* Task item:
Restate the following entries exactly. Keep the pictures out.

* Exercise input:

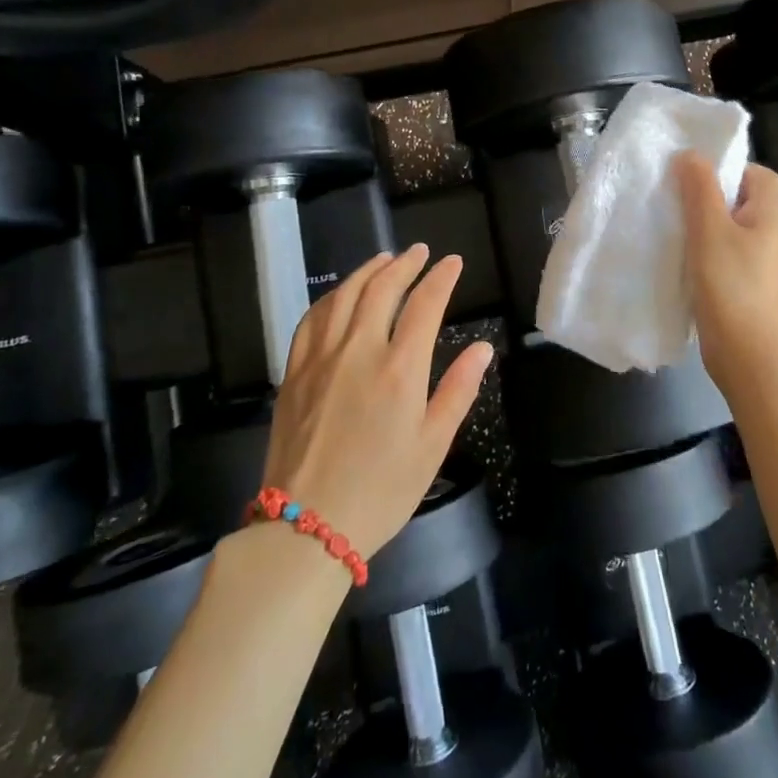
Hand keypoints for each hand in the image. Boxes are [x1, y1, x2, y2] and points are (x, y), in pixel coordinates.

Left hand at [261, 245, 491, 560]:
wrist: (307, 526)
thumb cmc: (381, 490)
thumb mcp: (432, 446)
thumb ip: (458, 390)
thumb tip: (482, 348)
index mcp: (400, 369)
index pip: (424, 305)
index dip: (441, 278)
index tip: (452, 262)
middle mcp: (359, 351)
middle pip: (382, 288)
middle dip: (405, 263)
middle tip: (419, 251)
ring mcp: (321, 358)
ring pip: (344, 296)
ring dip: (367, 271)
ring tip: (384, 259)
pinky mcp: (294, 371)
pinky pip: (312, 319)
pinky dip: (331, 296)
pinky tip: (340, 295)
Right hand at [676, 153, 777, 381]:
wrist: (745, 353)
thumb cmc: (731, 285)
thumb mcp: (711, 229)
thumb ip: (700, 189)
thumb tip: (691, 154)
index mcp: (767, 215)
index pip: (758, 174)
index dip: (731, 166)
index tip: (696, 172)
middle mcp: (763, 234)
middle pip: (737, 198)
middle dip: (705, 192)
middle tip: (672, 191)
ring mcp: (750, 260)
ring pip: (722, 226)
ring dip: (696, 220)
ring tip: (665, 218)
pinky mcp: (735, 282)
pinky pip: (715, 251)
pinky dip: (695, 247)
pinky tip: (671, 251)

* Completed exercise:
Hand keypoints for each hand in the image. Boxes are [x1, y1, x2, y2] and points are (x, y), in pixel coordinates.

Left hand at [261, 245, 491, 560]:
wrist: (307, 526)
thumb cmc: (381, 490)
thumb mcp: (432, 446)
thumb ip: (458, 390)
thumb tip: (482, 348)
index mcp: (400, 369)
index pip: (424, 305)
index dip: (441, 278)
index tip: (452, 262)
middle mcp: (359, 351)
middle pip: (382, 288)
middle dip: (405, 263)
middle tip: (419, 251)
ring mcp: (321, 358)
ring pip: (344, 296)
ring dip: (367, 271)
ring tip: (384, 259)
pinky mcp: (294, 371)
pinky pip: (312, 319)
pinky dip: (331, 296)
pinky tip: (340, 295)
Right hand at [676, 153, 777, 381]:
wrist: (745, 353)
thumb cmc: (731, 285)
thumb mcp: (711, 229)
thumb ip: (700, 189)
thumb tip: (691, 154)
index mcp: (767, 215)
index pip: (758, 174)
index dip: (731, 166)
index tip: (696, 172)
middle mcp: (763, 234)
middle pip: (737, 198)
middle dip: (705, 192)
middle tip: (672, 191)
ring mcp: (750, 260)
ring pip: (722, 226)
ring dip: (696, 220)
ring tip: (665, 218)
pinky mcp: (735, 282)
pinky pip: (715, 251)
pinky dip: (695, 247)
pinky tip: (671, 251)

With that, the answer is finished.